***** RECORDS SHOWN *****

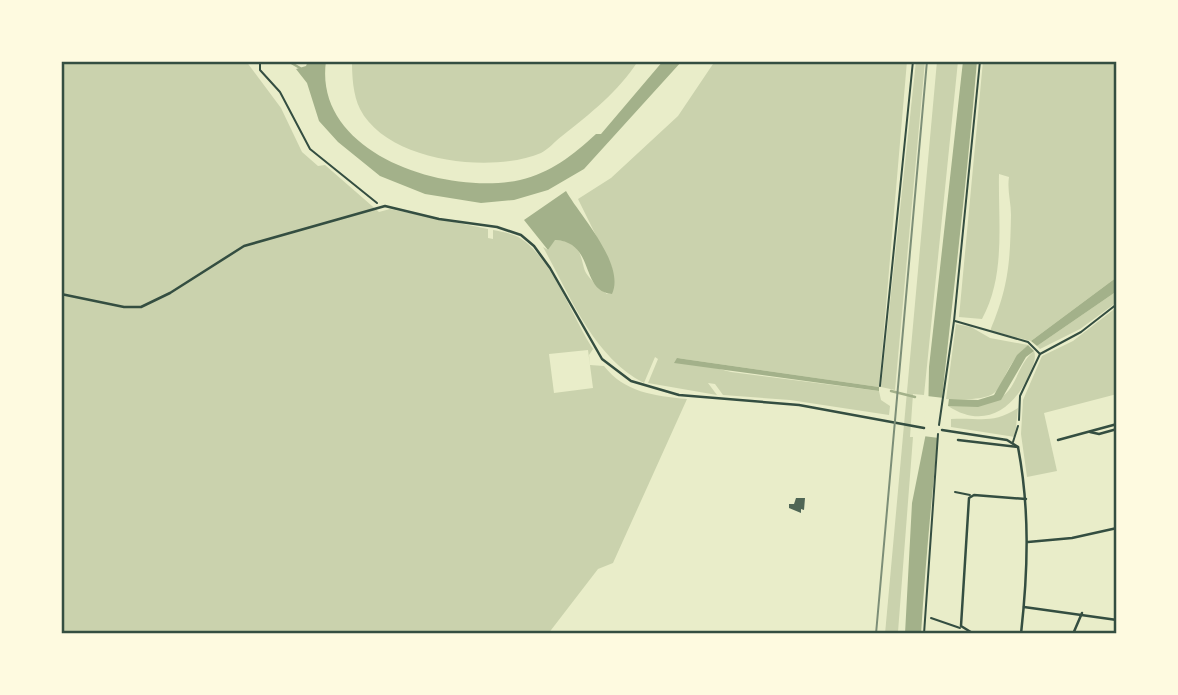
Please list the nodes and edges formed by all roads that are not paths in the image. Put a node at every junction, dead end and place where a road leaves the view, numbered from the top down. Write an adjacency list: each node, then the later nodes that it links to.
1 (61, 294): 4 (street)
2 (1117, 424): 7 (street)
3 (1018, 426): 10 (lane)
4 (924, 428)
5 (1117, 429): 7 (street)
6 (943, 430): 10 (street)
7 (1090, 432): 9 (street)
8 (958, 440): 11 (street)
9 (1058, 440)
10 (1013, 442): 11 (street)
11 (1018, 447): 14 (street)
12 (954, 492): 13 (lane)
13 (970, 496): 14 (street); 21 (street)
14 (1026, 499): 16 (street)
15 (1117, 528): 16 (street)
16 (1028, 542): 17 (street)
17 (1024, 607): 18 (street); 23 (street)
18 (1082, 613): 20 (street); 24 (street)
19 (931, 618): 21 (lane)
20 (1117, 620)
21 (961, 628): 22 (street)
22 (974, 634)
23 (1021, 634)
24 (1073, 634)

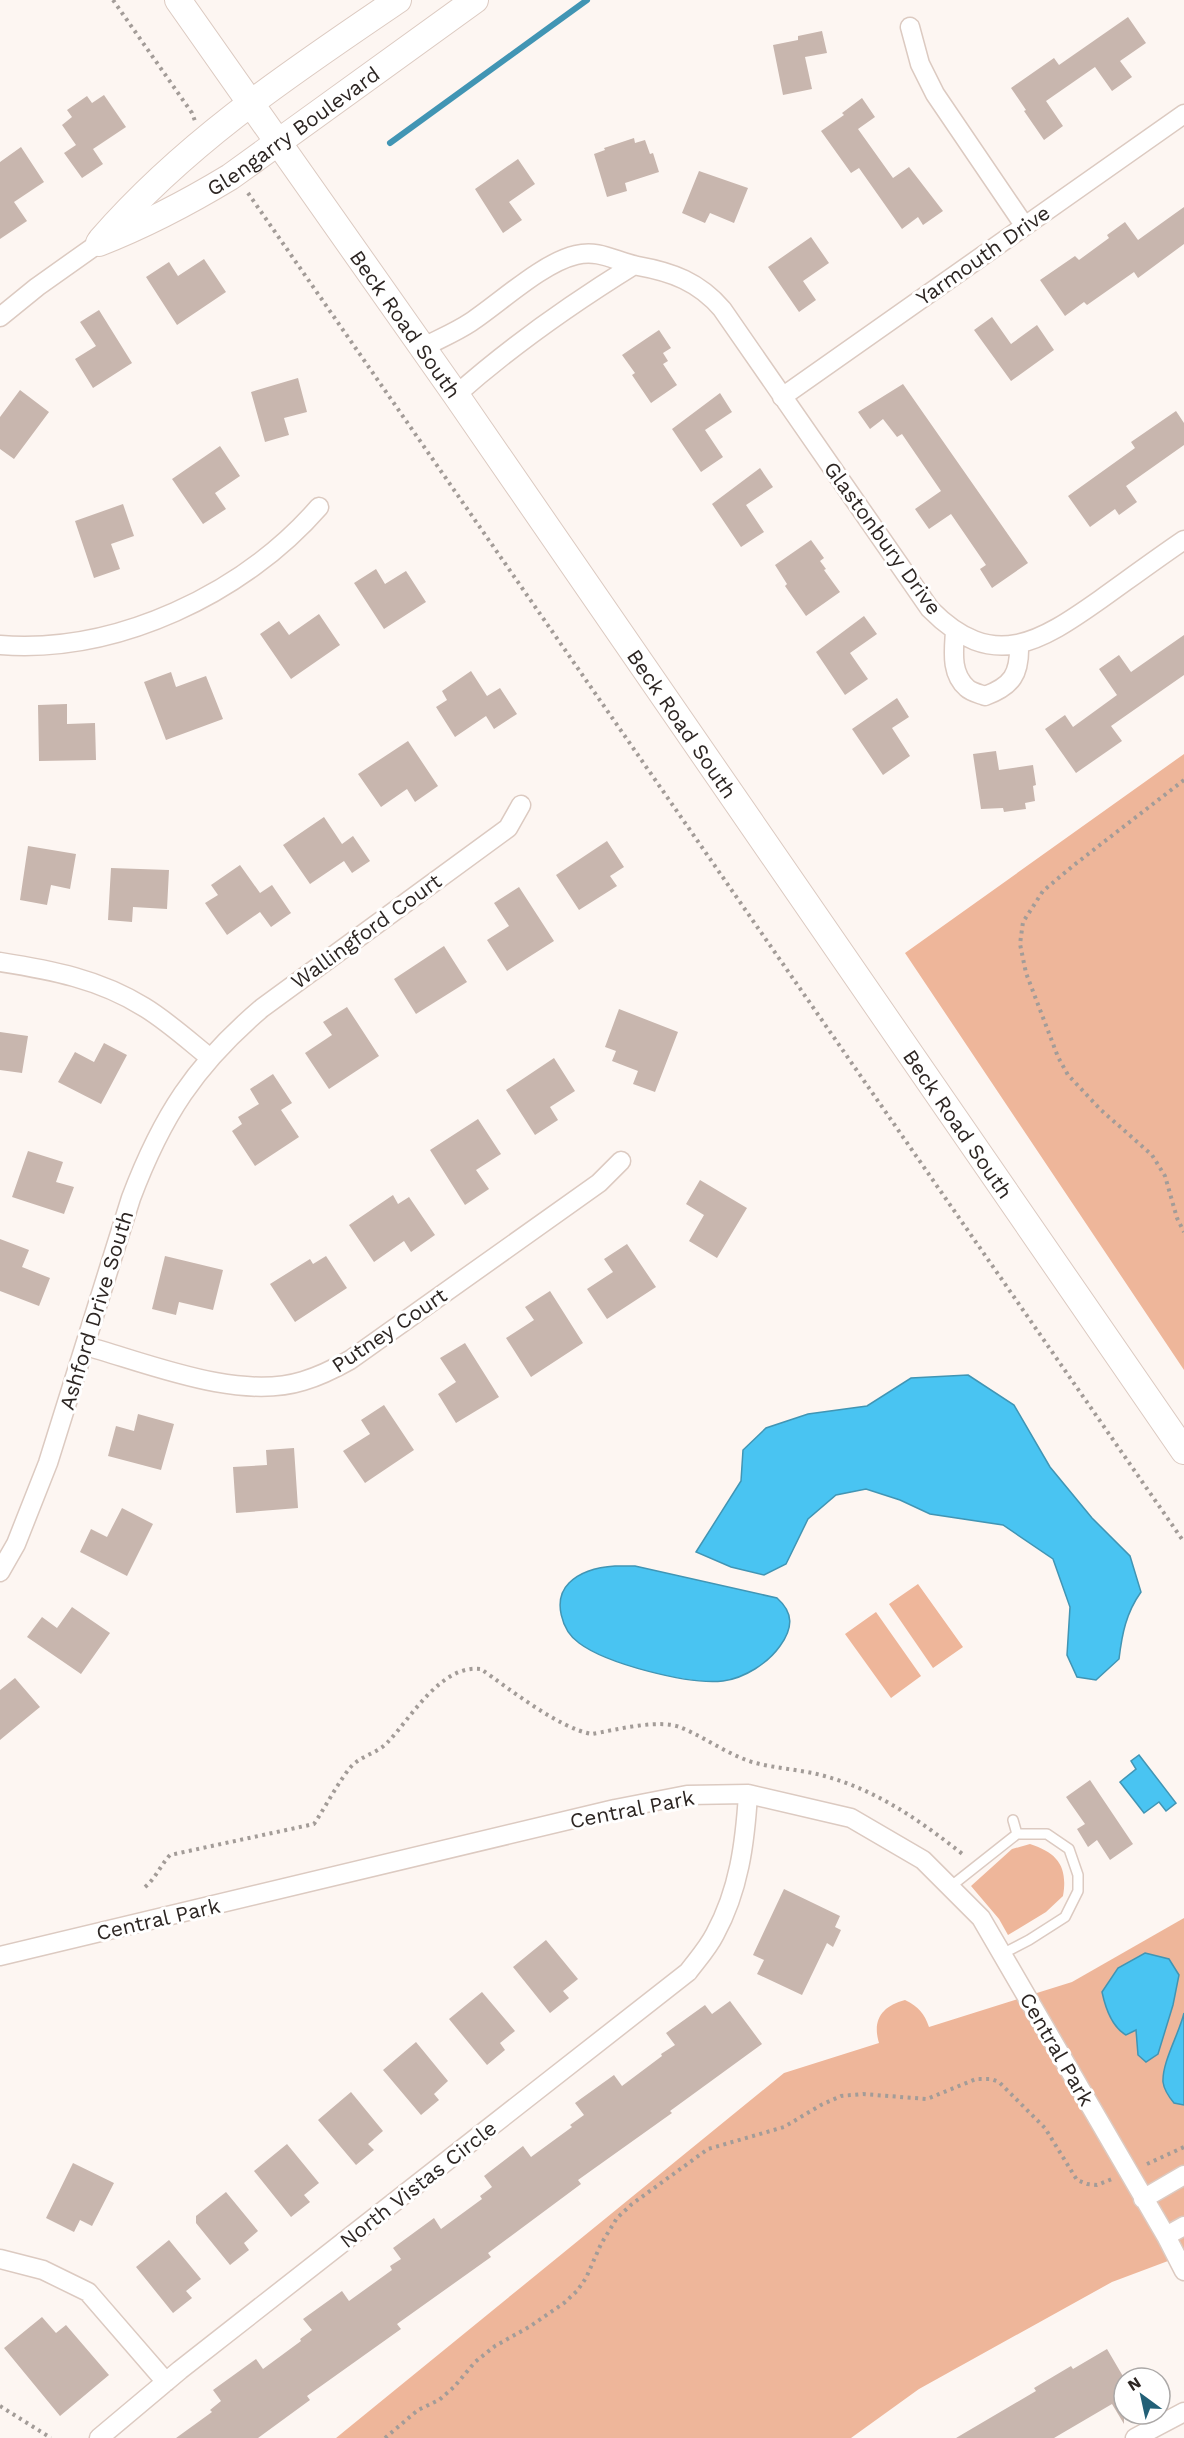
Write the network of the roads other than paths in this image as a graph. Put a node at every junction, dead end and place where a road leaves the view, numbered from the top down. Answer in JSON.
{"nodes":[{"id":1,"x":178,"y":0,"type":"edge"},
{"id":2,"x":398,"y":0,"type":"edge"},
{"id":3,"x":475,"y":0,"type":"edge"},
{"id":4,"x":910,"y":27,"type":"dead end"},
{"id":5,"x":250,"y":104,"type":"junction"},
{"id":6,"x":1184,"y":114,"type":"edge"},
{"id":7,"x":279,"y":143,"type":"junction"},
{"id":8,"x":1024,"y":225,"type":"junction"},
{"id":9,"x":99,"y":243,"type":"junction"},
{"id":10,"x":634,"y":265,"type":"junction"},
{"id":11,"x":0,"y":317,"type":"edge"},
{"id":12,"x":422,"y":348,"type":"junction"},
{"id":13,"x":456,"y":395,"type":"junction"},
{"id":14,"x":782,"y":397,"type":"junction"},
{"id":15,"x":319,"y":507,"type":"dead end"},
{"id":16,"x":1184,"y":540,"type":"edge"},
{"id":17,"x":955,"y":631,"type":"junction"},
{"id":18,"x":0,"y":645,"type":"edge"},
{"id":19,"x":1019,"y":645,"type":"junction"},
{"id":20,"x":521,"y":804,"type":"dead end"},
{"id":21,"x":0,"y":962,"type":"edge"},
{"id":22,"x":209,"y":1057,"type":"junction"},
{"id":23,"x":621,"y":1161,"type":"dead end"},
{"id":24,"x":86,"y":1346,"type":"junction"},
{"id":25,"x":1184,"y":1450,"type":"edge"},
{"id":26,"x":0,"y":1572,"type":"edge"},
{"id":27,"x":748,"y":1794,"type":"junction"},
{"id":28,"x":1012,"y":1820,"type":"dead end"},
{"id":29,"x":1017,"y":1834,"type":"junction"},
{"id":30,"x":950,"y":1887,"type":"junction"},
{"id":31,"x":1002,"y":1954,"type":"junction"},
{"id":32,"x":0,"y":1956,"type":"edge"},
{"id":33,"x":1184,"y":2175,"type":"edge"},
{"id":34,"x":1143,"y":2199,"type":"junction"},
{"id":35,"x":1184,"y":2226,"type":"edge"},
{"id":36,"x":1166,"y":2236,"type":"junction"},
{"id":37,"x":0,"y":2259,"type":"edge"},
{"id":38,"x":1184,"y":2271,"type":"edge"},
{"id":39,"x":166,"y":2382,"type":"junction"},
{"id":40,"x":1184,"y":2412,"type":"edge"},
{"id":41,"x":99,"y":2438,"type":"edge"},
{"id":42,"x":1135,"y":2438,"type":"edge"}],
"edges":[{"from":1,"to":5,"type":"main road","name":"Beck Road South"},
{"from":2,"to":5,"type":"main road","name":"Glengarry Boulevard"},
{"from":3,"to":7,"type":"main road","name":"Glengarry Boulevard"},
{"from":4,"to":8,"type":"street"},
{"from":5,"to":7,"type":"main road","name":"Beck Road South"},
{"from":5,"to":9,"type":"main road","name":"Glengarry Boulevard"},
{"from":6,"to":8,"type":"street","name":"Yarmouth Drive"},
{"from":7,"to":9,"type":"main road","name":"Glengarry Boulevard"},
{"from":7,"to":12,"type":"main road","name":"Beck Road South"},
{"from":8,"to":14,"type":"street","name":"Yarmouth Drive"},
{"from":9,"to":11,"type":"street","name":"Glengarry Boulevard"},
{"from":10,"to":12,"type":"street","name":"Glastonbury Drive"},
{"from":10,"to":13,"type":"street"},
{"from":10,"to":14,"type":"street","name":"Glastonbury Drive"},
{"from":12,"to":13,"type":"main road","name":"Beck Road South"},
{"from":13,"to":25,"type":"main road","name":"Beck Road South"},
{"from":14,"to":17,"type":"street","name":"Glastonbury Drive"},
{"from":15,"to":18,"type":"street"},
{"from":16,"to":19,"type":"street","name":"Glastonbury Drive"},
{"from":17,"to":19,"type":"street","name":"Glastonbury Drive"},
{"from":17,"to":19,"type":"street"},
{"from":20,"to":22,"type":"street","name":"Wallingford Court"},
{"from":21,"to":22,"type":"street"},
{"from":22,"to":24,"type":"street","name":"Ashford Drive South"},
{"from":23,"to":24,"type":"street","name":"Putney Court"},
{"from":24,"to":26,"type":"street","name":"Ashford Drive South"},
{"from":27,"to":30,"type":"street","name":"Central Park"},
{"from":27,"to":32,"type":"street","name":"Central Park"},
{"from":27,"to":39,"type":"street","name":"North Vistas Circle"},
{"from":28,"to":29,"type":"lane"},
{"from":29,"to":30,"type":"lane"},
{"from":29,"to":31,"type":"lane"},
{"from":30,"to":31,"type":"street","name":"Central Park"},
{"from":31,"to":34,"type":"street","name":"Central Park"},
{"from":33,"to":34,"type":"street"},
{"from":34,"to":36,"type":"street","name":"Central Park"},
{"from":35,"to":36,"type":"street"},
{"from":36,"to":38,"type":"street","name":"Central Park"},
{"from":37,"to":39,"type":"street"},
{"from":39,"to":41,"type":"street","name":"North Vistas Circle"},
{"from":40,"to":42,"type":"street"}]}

*****

### EXERCISE DIRECTIONS:
The answer should be all lines from the entries above that hold the word "dead".

### SOLUTION TO THE EXERCISE:
Please list the nodes and edges formed by all roads that are not paths in the image. Put a node at every junction, dead end and place where a road leaves the view, numbered from the top down. Write an adjacency list: each node, then the later nodes that it links to.
Write the network of the roads other than paths in this image as a graph. Put a node at every junction, dead end and place where a road leaves the view, numbered from the top down. Answer in JSON.
{"id":4,"x":910,"y":27,"type":"dead end"},
{"id":15,"x":319,"y":507,"type":"dead end"},
{"id":20,"x":521,"y":804,"type":"dead end"},
{"id":23,"x":621,"y":1161,"type":"dead end"},
{"id":28,"x":1012,"y":1820,"type":"dead end"},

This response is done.